Even today, I misunderstand the repercussions. Heart in my mouth, I entered the building only to look round and then scarper — fast! Well, that’s what I thought at the time. The building must have always stood halfway down the road.. .true, it is a strange affair if you could notice it at all, but it’s that type of building which no one hardly ever notices. You know, there is currently a vogue for collections of old black and white photographs of specific localities, which are sold like hot cakes to those living in each locality. Well, glancing through a few of this road, you will be hard put to take in this particular building off the page, as it were, let alone focus on it… It has pillars outside and several wide steps leading up, rather like a mini temple or ancient cinema. I only know that because I stumbled on the pavement – slid on a lump of ill-digested dogfood, if I recall correctly — and scraped my forehead on the bottom step of the said building. I’m sure the passers-by stared at me, as if to blame me for disrupting the balance of their day… going tip over arse in such an ungainly fashion is a bit unaesthetic, I suppose. But they soon forged on to their own particular ends, and I was left with a slightly dazed perspective of the building in question. I was pretty sure that that road, so familiar to me, was purely terraced houses. So I scratched and scratched… Swaying a little from side to side, I stepped up towards the double doors — with a rotting keyhole, I noted. No sign or clue as to the use of the building, but it was definitely not derelict. That brings me to the point of telling you about all this, though it will probably not be clear even when I’ve finished. Time will only tell.
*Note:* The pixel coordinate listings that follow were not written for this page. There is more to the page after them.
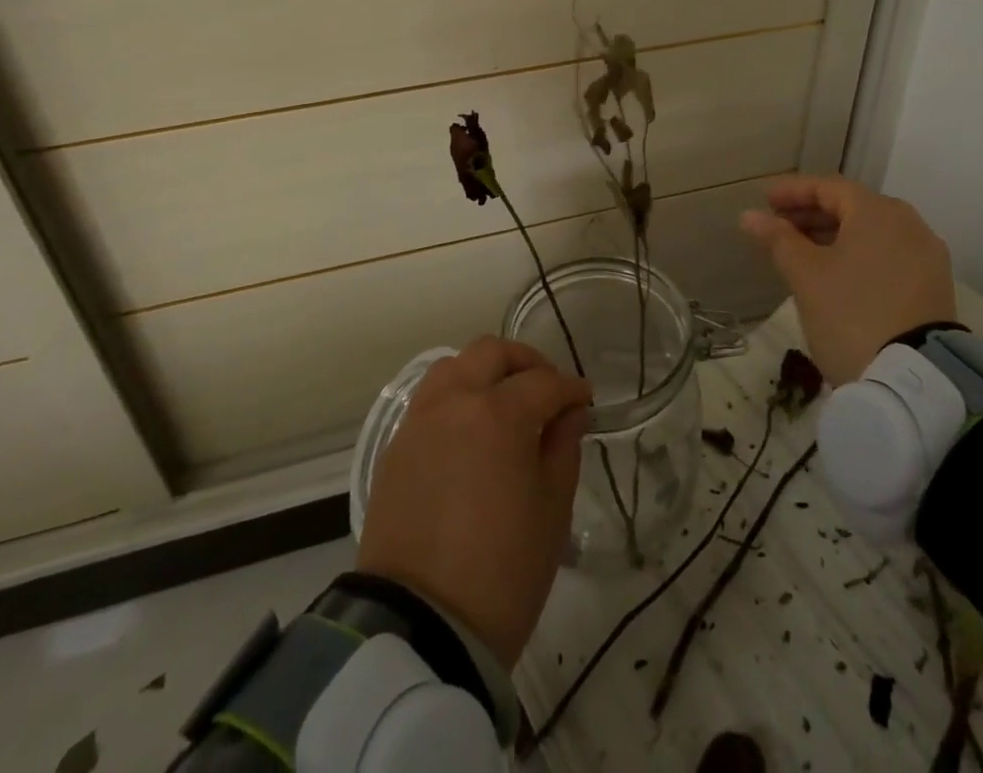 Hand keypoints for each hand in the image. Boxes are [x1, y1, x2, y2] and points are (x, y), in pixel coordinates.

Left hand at [356, 336, 590, 667]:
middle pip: (492, 353)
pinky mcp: (396, 448)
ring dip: (484, 372)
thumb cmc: (502, 571)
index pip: (544, 382)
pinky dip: (456, 396)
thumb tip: (567, 412)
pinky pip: (430, 400)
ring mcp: (419, 421)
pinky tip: (471, 429)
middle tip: (547, 389)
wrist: (419, 630)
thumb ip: (563, 447)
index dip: (571, 388)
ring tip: (505, 402)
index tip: (586, 400)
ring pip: (454, 366)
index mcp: (499, 413)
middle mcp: (455, 402)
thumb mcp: (552, 509)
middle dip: (526, 362)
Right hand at [740, 175, 956, 384]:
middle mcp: (909, 224)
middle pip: (852, 207)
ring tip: (800, 252)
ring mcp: (926, 256)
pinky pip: (887, 255)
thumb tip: (750, 216)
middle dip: (811, 213)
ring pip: (871, 233)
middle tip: (777, 227)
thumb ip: (778, 239)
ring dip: (833, 235)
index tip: (764, 200)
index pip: (828, 187)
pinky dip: (858, 255)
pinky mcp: (933, 287)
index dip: (792, 190)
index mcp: (878, 212)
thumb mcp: (806, 275)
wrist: (912, 383)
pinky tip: (835, 274)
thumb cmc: (850, 314)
I found the doors open. There was a group of people squatting on the bare floor, chanting quietly to themselves in unison. There was very little light, the only source being a truncated chimney stack at the peak of an inverted cone roof, from which wreaths of sickly yellow smoke penetrated the room. The people were dressed in costumes from an historical period which, to my then mind, had not yet fulfilled its promise in the hard and fast past. I knew the garments could not be from some future period, for I was convinced that I had learnt all about that at school and had been my best subject. If anything, I was a bit of a dab hand at drawing together all the strands of the future into a composite picture. They say you can learn a lot of lessons from such trends to help you sort out the present. No, those people were from a past on which I could not put a finger. Suddenly, they all turned on their haunches and stared at me, as if they had been consorting with my other ‘friends’ outside. The balance of their day had been shattered too, no doubt. I felt the blood rising like a tide to my face, for I’m used to minding my own business and taking the blame of the world on to my own shoulders at each and every opportunity. I was sorry to be such a nuisance, I knew nobody owed me the slightest consideration and was surprised even at the ability of my own body to take up space. One of them came up to me and whispered instructions in my ear. I can only do what I’m told, for all things are in such a state of perfect balance, that I am swayed by the slightest external influence, until an even slighter one comes to take its place. I always vote for the last candidate to talk to me. The congregation proceeded to lie on the floor, side by side, and chanted louder, and yet louder. I trampled all over them, as on a carpet of corrugated flesh, and eventually wallowed in nothing but a thickening slew of red curds which now chanted in burps, and their foul-mouthed hiccups called me Messiah. Without further thought, I determined to accept this role and, in the fullness of time, to follow my future disciples wherever they roamed, hanging on each and every word they spread.

I’m sure the building is still there even today, its roof in communion with the sky and taking suck of the pollution our world gives off. Anyway, I hope it’s still there, but the black and white photographs inevitably grow yellow. I must walk past it each day along with all the others who, blinkered, forge straight on from A to B, in search of the goal that has ever slipped behind them.